1. You will be given a cache simulator (just the executable) with a hard-coded configuration. Your job is to determine the configuration of the cache. The simulator takes a trace of memory addresses as input and provides a hit ratio as output. Find the following:

   * Associativity (1, 2, 4, or 8 ways)
   * Block size (1, 2, 4, 8, 16, or 32 bytes)
   * Total cache size (256B, 512B, or 1024B)
   * Replacement policy (LRU or Pseudo-LRU)
   

   Show the traces you used to determine each parameter of the cache. Assumptions:All memory accesses are one byte accesses. All addresses are byte addresses.
   Simulator
   The syntax for running the program is:
   %./cachesim   <trace.txt>
   The traces are just text files with one integer memory address per line. For example, the following trace would cause conflict misses in a direct-mapped, 256B cache:
   0
   256
   512
   0
   256
   Simulator for Linux
   Simulator for Solaris
   After downloading the file, please do "chmod 700 cachesim.linux" or "chmod 700 cachesim.solaris".

 
2. The virtual address of variable X is x3456789A. Find the physical address of X.

   Assume a Virtual Memory model similar to VAX.

   Remember that in VAX each Virtual Address consists of 
   
   2  bits to specify the Address Space 
   21 bits to specify Virtual Page Number
   9  bits to specify the byte on the page 
   
   

   You will need to know the contents of P0BR: x8AC40000 and SBR: x000C8000.

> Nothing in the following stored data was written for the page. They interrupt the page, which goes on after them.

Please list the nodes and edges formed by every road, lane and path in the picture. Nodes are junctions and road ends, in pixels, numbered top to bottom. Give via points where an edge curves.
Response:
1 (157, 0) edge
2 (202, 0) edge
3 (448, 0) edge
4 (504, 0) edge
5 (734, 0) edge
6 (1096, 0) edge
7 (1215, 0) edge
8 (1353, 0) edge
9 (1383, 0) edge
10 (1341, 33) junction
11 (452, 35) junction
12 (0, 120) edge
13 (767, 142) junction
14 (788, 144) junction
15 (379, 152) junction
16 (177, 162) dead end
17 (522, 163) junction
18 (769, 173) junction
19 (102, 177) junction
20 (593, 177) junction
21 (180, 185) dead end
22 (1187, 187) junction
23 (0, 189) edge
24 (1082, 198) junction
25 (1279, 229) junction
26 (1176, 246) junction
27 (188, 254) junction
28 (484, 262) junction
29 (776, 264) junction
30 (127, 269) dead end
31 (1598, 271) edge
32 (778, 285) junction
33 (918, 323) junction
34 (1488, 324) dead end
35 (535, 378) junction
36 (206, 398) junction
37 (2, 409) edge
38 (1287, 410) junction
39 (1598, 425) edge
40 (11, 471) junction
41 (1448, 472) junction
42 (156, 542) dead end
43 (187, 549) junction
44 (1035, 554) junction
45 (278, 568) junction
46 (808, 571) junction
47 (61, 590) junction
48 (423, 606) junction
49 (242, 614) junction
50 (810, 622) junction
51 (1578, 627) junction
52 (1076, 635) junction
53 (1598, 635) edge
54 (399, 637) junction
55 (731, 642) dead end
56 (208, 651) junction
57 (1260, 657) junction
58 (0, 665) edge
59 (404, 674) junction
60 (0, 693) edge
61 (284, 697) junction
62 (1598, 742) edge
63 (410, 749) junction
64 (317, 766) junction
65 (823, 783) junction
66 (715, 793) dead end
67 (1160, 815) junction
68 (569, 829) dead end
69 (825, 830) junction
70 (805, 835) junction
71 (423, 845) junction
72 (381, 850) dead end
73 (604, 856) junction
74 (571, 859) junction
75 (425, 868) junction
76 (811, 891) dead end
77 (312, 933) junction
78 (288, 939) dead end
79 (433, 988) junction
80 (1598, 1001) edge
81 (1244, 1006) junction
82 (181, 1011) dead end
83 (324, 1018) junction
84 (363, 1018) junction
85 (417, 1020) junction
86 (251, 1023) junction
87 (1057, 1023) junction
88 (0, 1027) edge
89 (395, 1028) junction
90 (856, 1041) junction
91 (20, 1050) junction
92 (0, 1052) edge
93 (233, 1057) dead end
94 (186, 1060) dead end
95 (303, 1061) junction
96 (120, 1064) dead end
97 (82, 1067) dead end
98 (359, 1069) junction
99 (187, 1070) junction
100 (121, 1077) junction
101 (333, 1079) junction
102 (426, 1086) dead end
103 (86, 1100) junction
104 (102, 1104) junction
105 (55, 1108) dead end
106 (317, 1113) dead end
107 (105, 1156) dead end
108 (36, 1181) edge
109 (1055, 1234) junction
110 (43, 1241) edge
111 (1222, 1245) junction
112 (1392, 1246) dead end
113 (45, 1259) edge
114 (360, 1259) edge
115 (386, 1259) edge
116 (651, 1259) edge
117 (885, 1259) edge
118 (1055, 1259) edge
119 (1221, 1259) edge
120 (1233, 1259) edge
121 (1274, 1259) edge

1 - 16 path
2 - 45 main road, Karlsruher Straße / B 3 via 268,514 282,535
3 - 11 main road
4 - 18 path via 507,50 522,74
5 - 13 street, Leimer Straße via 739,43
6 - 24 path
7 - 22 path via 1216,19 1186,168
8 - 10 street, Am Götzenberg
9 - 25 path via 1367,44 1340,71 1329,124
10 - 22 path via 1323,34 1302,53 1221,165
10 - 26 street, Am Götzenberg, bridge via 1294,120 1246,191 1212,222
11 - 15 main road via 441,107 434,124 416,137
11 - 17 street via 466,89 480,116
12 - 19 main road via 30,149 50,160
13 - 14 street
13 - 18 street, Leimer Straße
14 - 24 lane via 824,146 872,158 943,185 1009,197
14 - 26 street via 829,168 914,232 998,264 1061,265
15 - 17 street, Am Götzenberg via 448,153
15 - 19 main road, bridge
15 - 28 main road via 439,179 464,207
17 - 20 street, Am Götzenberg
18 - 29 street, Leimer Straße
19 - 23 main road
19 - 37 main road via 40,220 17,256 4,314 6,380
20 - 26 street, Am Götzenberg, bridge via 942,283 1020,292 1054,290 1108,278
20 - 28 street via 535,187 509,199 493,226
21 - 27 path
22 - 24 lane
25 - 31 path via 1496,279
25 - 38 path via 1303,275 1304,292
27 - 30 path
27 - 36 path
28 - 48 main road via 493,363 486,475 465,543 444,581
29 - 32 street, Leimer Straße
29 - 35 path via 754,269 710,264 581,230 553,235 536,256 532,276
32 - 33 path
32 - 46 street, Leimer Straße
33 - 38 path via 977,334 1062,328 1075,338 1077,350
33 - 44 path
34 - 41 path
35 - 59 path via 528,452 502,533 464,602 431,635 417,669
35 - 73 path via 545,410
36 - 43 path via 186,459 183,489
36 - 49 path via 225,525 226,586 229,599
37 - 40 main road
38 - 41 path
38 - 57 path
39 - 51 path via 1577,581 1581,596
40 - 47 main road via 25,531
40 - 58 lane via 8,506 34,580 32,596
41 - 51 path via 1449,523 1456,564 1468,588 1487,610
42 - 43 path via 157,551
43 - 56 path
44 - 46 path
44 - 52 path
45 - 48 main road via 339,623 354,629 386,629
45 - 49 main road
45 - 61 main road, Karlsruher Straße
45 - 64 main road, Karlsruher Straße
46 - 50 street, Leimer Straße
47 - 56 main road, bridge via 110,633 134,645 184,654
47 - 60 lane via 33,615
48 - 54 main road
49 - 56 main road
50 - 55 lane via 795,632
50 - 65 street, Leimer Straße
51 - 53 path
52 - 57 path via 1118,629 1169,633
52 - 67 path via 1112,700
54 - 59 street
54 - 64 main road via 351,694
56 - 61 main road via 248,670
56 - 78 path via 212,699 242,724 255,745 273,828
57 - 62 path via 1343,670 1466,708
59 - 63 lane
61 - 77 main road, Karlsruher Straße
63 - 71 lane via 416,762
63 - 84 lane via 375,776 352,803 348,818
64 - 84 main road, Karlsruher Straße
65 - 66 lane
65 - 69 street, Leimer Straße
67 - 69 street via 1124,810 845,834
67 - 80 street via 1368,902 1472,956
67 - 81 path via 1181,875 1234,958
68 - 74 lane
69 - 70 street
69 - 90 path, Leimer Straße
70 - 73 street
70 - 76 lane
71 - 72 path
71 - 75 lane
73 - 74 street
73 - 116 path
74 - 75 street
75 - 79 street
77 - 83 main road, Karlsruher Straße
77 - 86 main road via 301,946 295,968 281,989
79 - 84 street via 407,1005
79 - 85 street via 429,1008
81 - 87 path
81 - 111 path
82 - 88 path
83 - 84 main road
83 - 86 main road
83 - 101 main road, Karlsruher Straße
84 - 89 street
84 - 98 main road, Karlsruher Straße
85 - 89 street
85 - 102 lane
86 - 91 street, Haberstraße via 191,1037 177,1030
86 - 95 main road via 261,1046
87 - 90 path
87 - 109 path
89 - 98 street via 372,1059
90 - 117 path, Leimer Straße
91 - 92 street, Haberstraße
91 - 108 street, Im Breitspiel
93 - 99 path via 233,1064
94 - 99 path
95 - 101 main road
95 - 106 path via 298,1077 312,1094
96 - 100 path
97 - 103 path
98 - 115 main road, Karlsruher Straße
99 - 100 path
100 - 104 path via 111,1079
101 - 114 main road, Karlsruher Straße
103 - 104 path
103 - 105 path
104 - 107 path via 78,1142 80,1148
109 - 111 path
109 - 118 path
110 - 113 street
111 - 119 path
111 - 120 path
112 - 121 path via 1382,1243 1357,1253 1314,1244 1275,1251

   You will also need to know the contents of the following physical memory locations:

   x1EBA6EF0:    x80000A72
   x0022D958:    x800F5D37

   Some intermediate questions to help you:
   • What virtual page of P0 Space is X on?
   • What is VA of the PTE of the page containing X?
   • What virtual page of System Space is this PTE on?
   • What is the PA of the PTE of this page of System Space?
   • What is the PA of the PTE of the page containing X?
3. Let's say we added a virtual memory system to the LC-3b. Which instructions can possibly generate a page fault? What is the maximum number of page faults an instruction can possibly generate while it is being processed? Which instructions can possibly generate that maximum number of page faults?

   Assume that the virtual memory system added uses a one-level translation scheme and the page table is always resident in physical memory.

   An instruction is said to generate a page fault if a page fault occurs at any time during the processing of that instruction.

4. (Hamacher, pg.255, question 5.13)  A byte-addressable computer has a small data cache capable of holding eight 32-bit words. Each cache block consists of one 32-bit word. When a given program is executed, the processor reads data from the following sequence of hex addresses:

        200, 204, 208, 20C, 2F4, 2F0, 200, 204, 218, 21C, 24C, 2F4

   This pattern is repeated four times.

   a. Show the contents of the cache at the end of each pass throughout this loop if a direct-mapped cache is used. Compute the hit rate for this example. Assume that the cache is initially empty.

   b. Repeat part (a) for a fully-associative cache that uses the LRU-replacement algorithm.

   c. Repeat part (a) for a four-way set-associative cache that uses the LRU replacement algorithm.